◆ **WORK TO COMPLETE**
Your answer must be the full listing below, restated word for word, with no pictures in it.

◆ **DATASET CONTENT**
----------
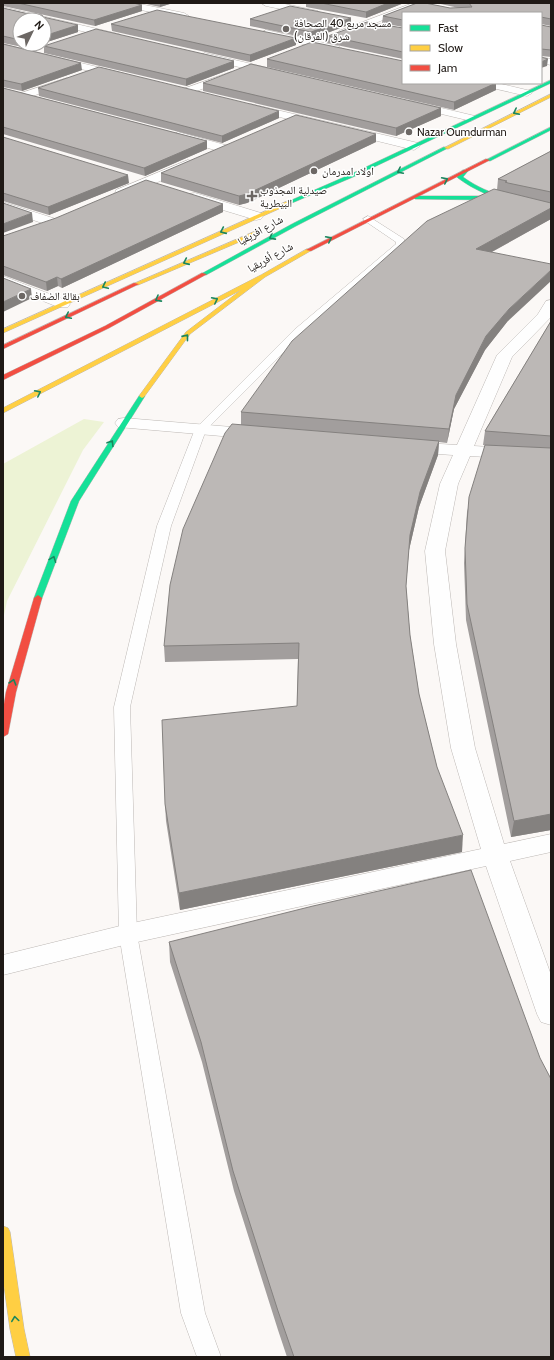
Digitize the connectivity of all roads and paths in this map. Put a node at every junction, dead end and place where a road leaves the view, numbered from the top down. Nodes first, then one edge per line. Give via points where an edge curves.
1 (122, 3) edge
2 (266, 3) edge
3 (418, 3) edge
4 (179, 5) dead end
5 (434, 7) edge
6 (3, 10) edge
7 (160, 11) junction
8 (324, 15) edge
9 (139, 18) edge
10 (191, 18) edge
11 (346, 19) edge
12 (368, 24) junction
13 (117, 25) edge
14 (389, 28) edge
15 (252, 30) edge
16 (96, 31) junction
17 (75, 38) edge
18 (133, 40) edge
19 (314, 44) junction
20 (3, 48) edge
21 (293, 51) edge
22 (30, 52) edge
23 (351, 52) edge
24 (27, 53) junction
25 (192, 53) edge
26 (272, 59) edge
27 (252, 67) junction
28 (99, 70) junction
29 (289, 75) edge
30 (136, 79) edge
31 (551, 81) edge
32 (487, 84) edge
33 (172, 88) edge
34 (3, 91) edge
35 (187, 91) junction
36 (527, 93) junction
37 (203, 95) edge
38 (551, 95) edge
39 (24, 96) junction
40 (46, 102) edge
41 (402, 102) edge
42 (3, 103) edge
43 (242, 104) edge
44 (296, 117) junction
45 (470, 118) junction
46 (275, 127) edge
47 (551, 128) edge
48 (166, 133) edge
49 (239, 142) edge
50 (414, 146) junction
51 (225, 149) junction
52 (465, 171) junction
53 (131, 178) edge
54 (146, 182) junction
55 (160, 187) edge
56 (183, 194) edge
57 (109, 197) edge
58 (410, 198) junction
59 (506, 199) junction
60 (3, 206) edge
61 (327, 208) junction
62 (551, 210) edge
63 (65, 216) edge
64 (256, 216) junction
65 (368, 220) junction
66 (50, 222) junction
67 (30, 230) edge
68 (263, 276) junction
69 (3, 280) edge
70 (63, 304) junction
71 (551, 304) edge
72 (3, 331) edge
73 (3, 347) edge
74 (3, 378) edge
75 (3, 411) edge
76 (124, 423) junction
77 (201, 429) junction
78 (273, 435) edge
79 (391, 445) edge
80 (463, 451) junction
81 (551, 456) edge
82 (3, 734) edge
83 (551, 843) edge
84 (495, 855) junction
85 (128, 934) junction
86 (3, 965) edge
87 (551, 1014) edge
88 (4, 1241) edge
89 (10, 1283) junction
90 (3, 1300) edge
91 (23, 1357) edge
92 (209, 1357) edge

1 - 7 street
2 - 8 street
3 - 5 street
3 - 12 street
4 - 7 street
6 - 16 street
7 - 9 street
7 - 10 street
11 - 12 street
12 - 14 street
12 - 19 street
13 - 16 street
15 - 19 street
16 - 17 street
16 - 18 street
19 - 21 street
19 - 23 street
20 - 24 street
22 - 24 street
24 - 28 street
25 - 27 street
26 - 27 street
27 - 29 street
27 - 35 street
28 - 30 street
28 - 39 street
31 - 36 main road
32 - 36 street
33 - 35 street
34 - 39 street
35 - 37 street
36 - 45 main road
38 -> 61 main road, شارع افريقيا
39 - 40 street
39 - 42 street
41 - 45 street
43 - 44 street
44 - 46 street
44 - 50 street
45 - 50 main road
47 - 52 main road, شارع أفريقيا
48 - 51 street
49 - 51 street
50 - 64 main road
51 - 54 street
58 -> 52 main road, شارع أفريقيا
52 - 59 main road via 460,176 465,183
53 - 54 street
54 - 55 street
54 - 57 street
56 - 64 street
58 - 59 main road via 462,196
58 - 65 main road, شارع أفريقيا
59 - 62 main road
60 - 66 street
61 -> 73 main road via 242,237 108,296
61 -> 74 main road, شارع افريقيا via 107,327
63 - 66 street
64 -> 70 main road
68 -> 65 main road, شارع أفريقيا
65 - 77 lane via 401,241 401,245 298,332
66 - 67 street
75 -> 68 main road, شارع أفريقيا
76 -> 68 main road via 188,333
69 - 70 street
70 - 72 main road
71 - 80 street via 544,316 505,355
76 - 77 street
82 -> 76 main road via 11,692 39,595 75,501
77 - 78 street
77 - 85 lane via 164,526 122,707
79 - 80 street
80 - 81 street
80 - 84 street via 449,484 435,551 445,644 463,748
83 - 84 street
84 - 85 street
84 - 87 street
85 - 86 street
85 - 92 lane via 193,1313
88 - 89 main road
89 - 90 main road
91 -> 89 main road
----------
◆ **EXERCISE ANSWER**
Digitize the connectivity of all roads and paths in this map. Put a node at every junction, dead end and place where a road leaves the view, numbered from the top down. Nodes first, then one edge per line. Give via points where an edge curves.
1 (122, 3) edge
2 (266, 3) edge
3 (418, 3) edge
4 (179, 5) dead end
5 (434, 7) edge
6 (3, 10) edge
7 (160, 11) junction
8 (324, 15) edge
9 (139, 18) edge
10 (191, 18) edge
11 (346, 19) edge
12 (368, 24) junction
13 (117, 25) edge
14 (389, 28) edge
15 (252, 30) edge
16 (96, 31) junction
17 (75, 38) edge
18 (133, 40) edge
19 (314, 44) junction
20 (3, 48) edge
21 (293, 51) edge
22 (30, 52) edge
23 (351, 52) edge
24 (27, 53) junction
25 (192, 53) edge
26 (272, 59) edge
27 (252, 67) junction
28 (99, 70) junction
29 (289, 75) edge
30 (136, 79) edge
31 (551, 81) edge
32 (487, 84) edge
33 (172, 88) edge
34 (3, 91) edge
35 (187, 91) junction
36 (527, 93) junction
37 (203, 95) edge
38 (551, 95) edge
39 (24, 96) junction
40 (46, 102) edge
41 (402, 102) edge
42 (3, 103) edge
43 (242, 104) edge
44 (296, 117) junction
45 (470, 118) junction
46 (275, 127) edge
47 (551, 128) edge
48 (166, 133) edge
49 (239, 142) edge
50 (414, 146) junction
51 (225, 149) junction
52 (465, 171) junction
53 (131, 178) edge
54 (146, 182) junction
55 (160, 187) edge
56 (183, 194) edge
57 (109, 197) edge
58 (410, 198) junction
59 (506, 199) junction
60 (3, 206) edge
61 (327, 208) junction
62 (551, 210) edge
63 (65, 216) edge
64 (256, 216) junction
65 (368, 220) junction
66 (50, 222) junction
67 (30, 230) edge
68 (263, 276) junction
69 (3, 280) edge
70 (63, 304) junction
71 (551, 304) edge
72 (3, 331) edge
73 (3, 347) edge
74 (3, 378) edge
75 (3, 411) edge
76 (124, 423) junction
77 (201, 429) junction
78 (273, 435) edge
79 (391, 445) edge
80 (463, 451) junction
81 (551, 456) edge
82 (3, 734) edge
83 (551, 843) edge
84 (495, 855) junction
85 (128, 934) junction
86 (3, 965) edge
87 (551, 1014) edge
88 (4, 1241) edge
89 (10, 1283) junction
90 (3, 1300) edge
91 (23, 1357) edge
92 (209, 1357) edge

1 - 7 street
2 - 8 street
3 - 5 street
3 - 12 street
4 - 7 street
6 - 16 street
7 - 9 street
7 - 10 street
11 - 12 street
12 - 14 street
12 - 19 street
13 - 16 street
15 - 19 street
16 - 17 street
16 - 18 street
19 - 21 street
19 - 23 street
20 - 24 street
22 - 24 street
24 - 28 street
25 - 27 street
26 - 27 street
27 - 29 street
27 - 35 street
28 - 30 street
28 - 39 street
31 - 36 main road
32 - 36 street
33 - 35 street
34 - 39 street
35 - 37 street
36 - 45 main road
38 -> 61 main road, شارع افريقيا
39 - 40 street
39 - 42 street
41 - 45 street
43 - 44 street
44 - 46 street
44 - 50 street
45 - 50 main road
47 - 52 main road, شارع أفريقيا
48 - 51 street
49 - 51 street
50 - 64 main road
51 - 54 street
58 -> 52 main road, شارع أفريقيا
52 - 59 main road via 460,176 465,183
53 - 54 street
54 - 55 street
54 - 57 street
56 - 64 street
58 - 59 main road via 462,196
58 - 65 main road, شارع أفريقيا
59 - 62 main road
60 - 66 street
61 -> 73 main road via 242,237 108,296
61 -> 74 main road, شارع افريقيا via 107,327
63 - 66 street
64 -> 70 main road
68 -> 65 main road, شارع أفريقيا
65 - 77 lane via 401,241 401,245 298,332
66 - 67 street
75 -> 68 main road, شارع أفريقيا
76 -> 68 main road via 188,333
69 - 70 street
70 - 72 main road
71 - 80 street via 544,316 505,355
76 - 77 street
82 -> 76 main road via 11,692 39,595 75,501
77 - 78 street
77 - 85 lane via 164,526 122,707
79 - 80 street
80 - 81 street
80 - 84 street via 449,484 435,551 445,644 463,748
83 - 84 street
84 - 85 street
84 - 87 street
85 - 86 street
85 - 92 lane via 193,1313
88 - 89 main road
89 - 90 main road
91 -> 89 main road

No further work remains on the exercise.